Schema registry version 0.1.0
Specification version
This specification is in DRAFT form. This is NOT YET AN APPROVED GA4GH specification. This document is formal technical explanation for implementers. See also:
- Architectural decision record, a chronological record of spec decisions.
Introduction
GA4GH Workstreams gather experts from a particular area of interest and develop standards, frameworks and tools. Workstreams operate independently and often define different vocabulary and data representation (schema) standards.
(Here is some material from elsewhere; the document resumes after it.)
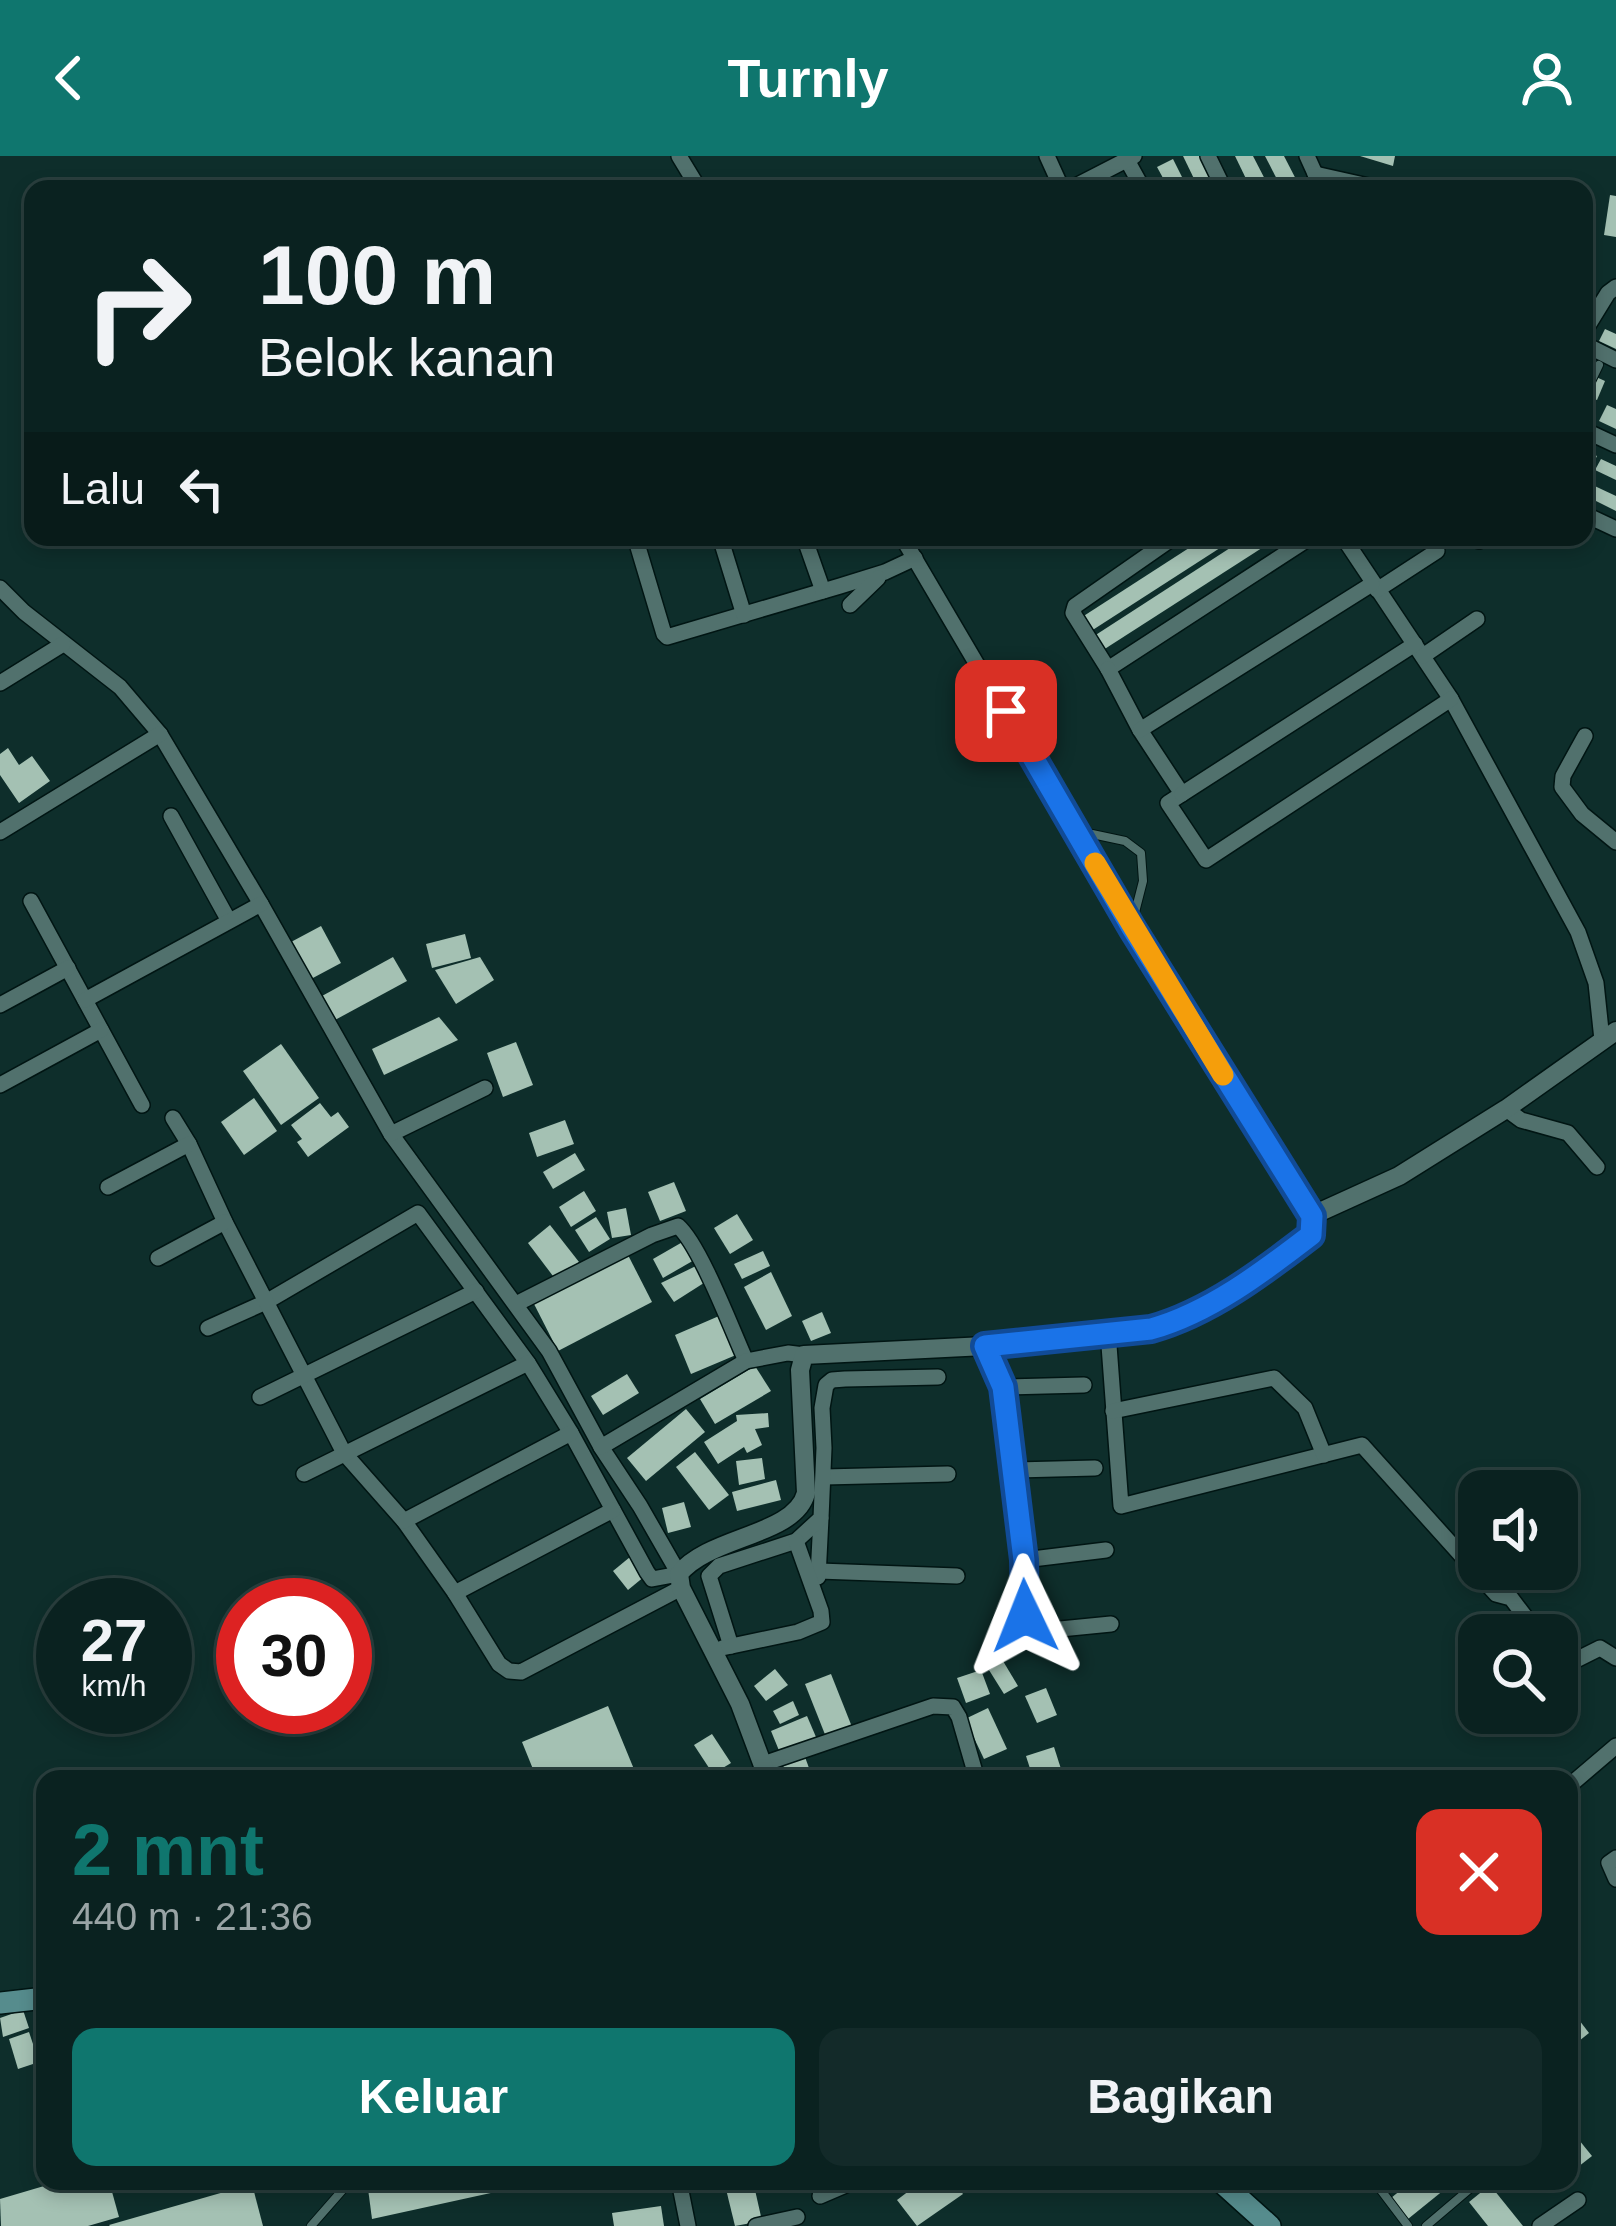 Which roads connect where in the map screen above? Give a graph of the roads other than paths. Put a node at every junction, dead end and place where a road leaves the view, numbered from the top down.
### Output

This presents challenges when bringing together products from different workstreams and hinders adoption of GA4GH products.
A schema defines the structure used to store or exchange data. It is often an implementation of a data model either implicitly or explicitly but usually includes optimizations/restrictions that are not relevant to the data model.
A GA4GH Schema Registry is an online location where the GA4GH community can find schemas that are in use within and/or recommended by the GA4GH community.
The goal of the schema registry specification is to provide a standard for representation and exchange of schemas.
Use cases
To be added
Definitions of key terms
General terms
- Namespace: The name of a user or organization that owns schemas. Analogous to a github user or organization name. The namespace forms part of the registry path for a schema.
- Schema: A document that defines the structure used to store or exchange data.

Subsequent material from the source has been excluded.